▶ _Action item_: Your answer must be an exact copy of the data, without any pictures.

[Dataset content]

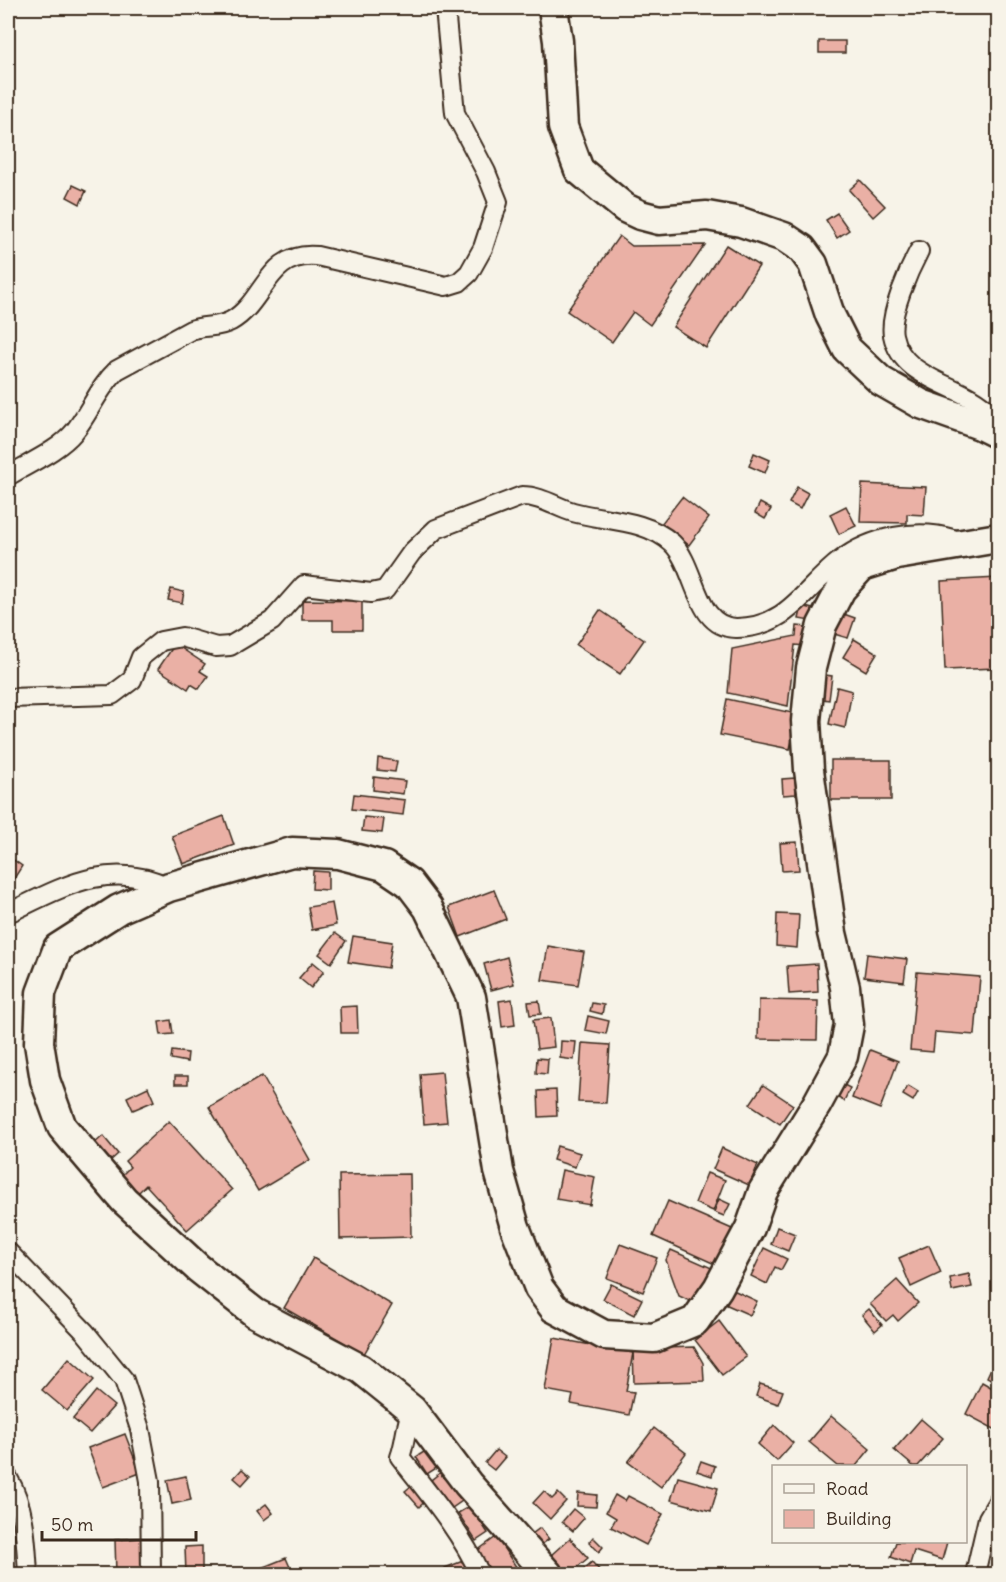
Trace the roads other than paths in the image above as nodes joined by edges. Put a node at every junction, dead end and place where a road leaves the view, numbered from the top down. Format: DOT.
graph roads {
  1 [pos="445,8"];
  2 [pos="553,8"];
  3 [pos="919,251"];
  4 [pos="994,432"];
  5 [pos="8,477"];
  6 [pos="999,538"];
  7 [pos="971,544"];
  8 [pos="8,698"];
  9 [pos="169,887"];
  10 [pos="8,913"];
  11 [pos="8,1252"];
  12 [pos="412,1410"];
  13 [pos="8,1478"];
  14 [pos="999,1501"];
  15 [pos="28,1575"];
  16 [pos="151,1575"];
  17 [pos="480,1575"];
  18 [pos="548,1575"];
  19 [pos="975,1575"];
  1 -- 5 [label="street"];
  2 -- 4 [label="main road"];
  3 -- 4 [label="street"];
  6 -- 7 [label="main road"];
  7 -- 8 [label="street"];
  7 -- 9 [label="main road"];
  9 -- 10 [label="street"];
  9 -- 12 [label="main road"];
  11 -- 16 [label="street"];
  12 -- 17 [label="street"];
  12 -- 18 [label="main road"];
  13 -- 15 [label="street"];
  14 -- 19 [label="street"];
}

[/Dataset content]

▶ _Completed task_:
Trace the roads other than paths in the image above as nodes joined by edges. Put a node at every junction, dead end and place where a road leaves the view, numbered from the top down. Format: DOT.
graph roads {
  1 [pos="445,8"];
  2 [pos="553,8"];
  3 [pos="919,251"];
  4 [pos="994,432"];
  5 [pos="8,477"];
  6 [pos="999,538"];
  7 [pos="971,544"];
  8 [pos="8,698"];
  9 [pos="169,887"];
  10 [pos="8,913"];
  11 [pos="8,1252"];
  12 [pos="412,1410"];
  13 [pos="8,1478"];
  14 [pos="999,1501"];
  15 [pos="28,1575"];
  16 [pos="151,1575"];
  17 [pos="480,1575"];
  18 [pos="548,1575"];
  19 [pos="975,1575"];
  1 -- 5 [label="street"];
  2 -- 4 [label="main road"];
  3 -- 4 [label="street"];
  6 -- 7 [label="main road"];
  7 -- 8 [label="street"];
  7 -- 9 [label="main road"];
  9 -- 10 [label="street"];
  9 -- 12 [label="main road"];
  11 -- 16 [label="street"];
  12 -- 17 [label="street"];
  12 -- 18 [label="main road"];
  13 -- 15 [label="street"];
  14 -- 19 [label="street"];
}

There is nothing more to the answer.